French motorcycle speedway rider (born 1986)

Mathieu "Mat" Trésarrieu (born 2 March 1986) is a French motorcycle speedway rider who competes in Speedway, Longtrack and Grasstrack. He is a two-time World Longtrack Champion and is a three-time speedway champion of France. He earned two caps for the France national speedway team.

==Biography==
Trésarrieu was born in Bordeaux in 1986, and took up speedway at the age of twelve. His two older brothers Stéphane and Sebastien are also speedway riders. He won the French national championship for the first time in 2002. Between 2002 and 2003, he rode for the Isle of Wight Islanders in seven matches, but only got a regular league place in 2005 when he rode in forty matches for Reading Racers at an average score of 5.6.
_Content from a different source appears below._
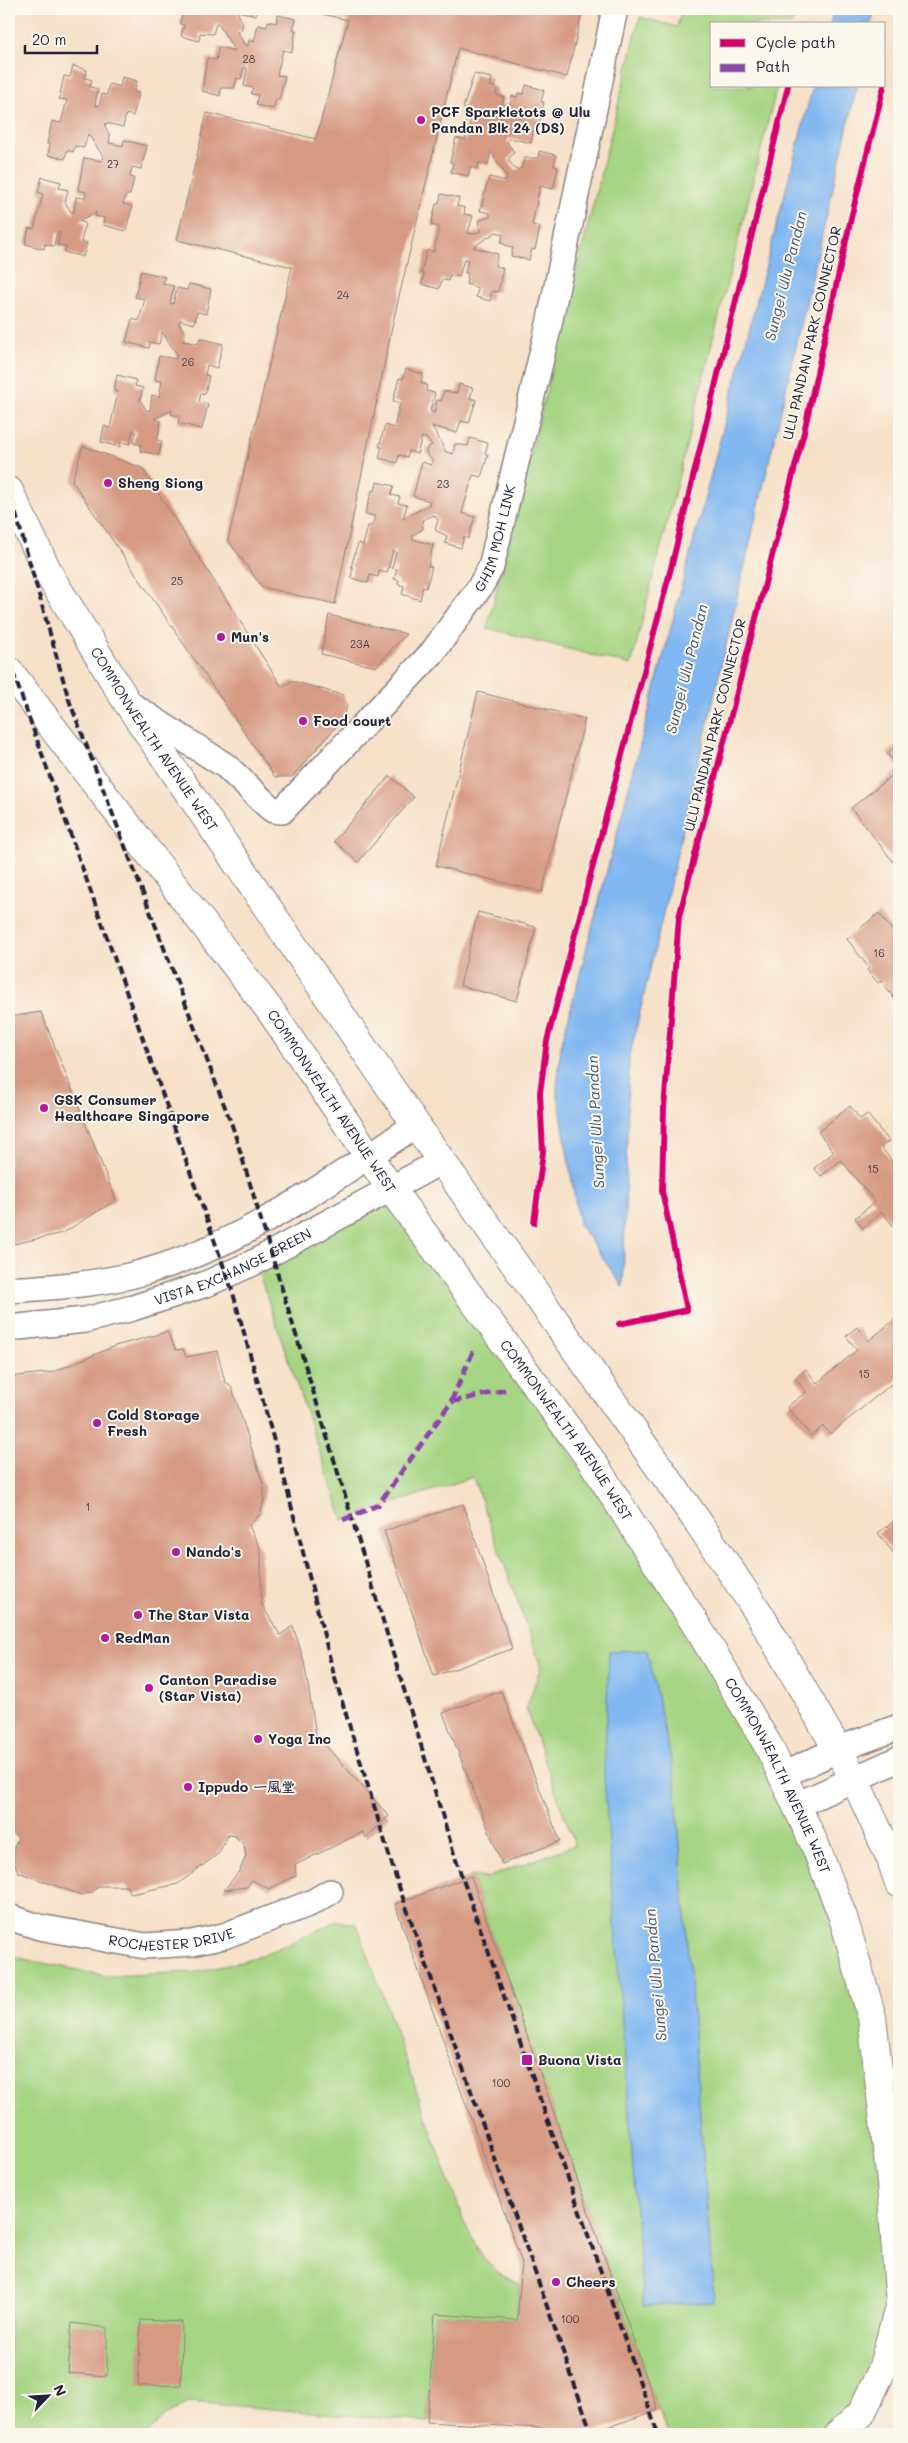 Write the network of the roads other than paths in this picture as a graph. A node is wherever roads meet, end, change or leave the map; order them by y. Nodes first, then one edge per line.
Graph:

In 2006, Trésarrieu was named as number 8 for Oxford Cheetahs but moved on to Redcar Bears, where he stayed for two seasons, averaging over seven in each. He won the French title for a second time in 2007, and (after missing the 2008 season through injury) for a third time in 2009. He also finished third in the Individual Speedway Long Track World Championship in 2007. He returned to British speedway in 2010 in the Elite League with Peterborough Panthers, but failed to get a starting place at the start of the 2011 season. An injury to Ilya Bondarenko gave him an opportunity with Leicester Lions, and later in 2011, he signed for Ipswich Witches to replace the injured Chris Schramm, riding as part of the team that won the Premier League Four-Team Championship at Leicester.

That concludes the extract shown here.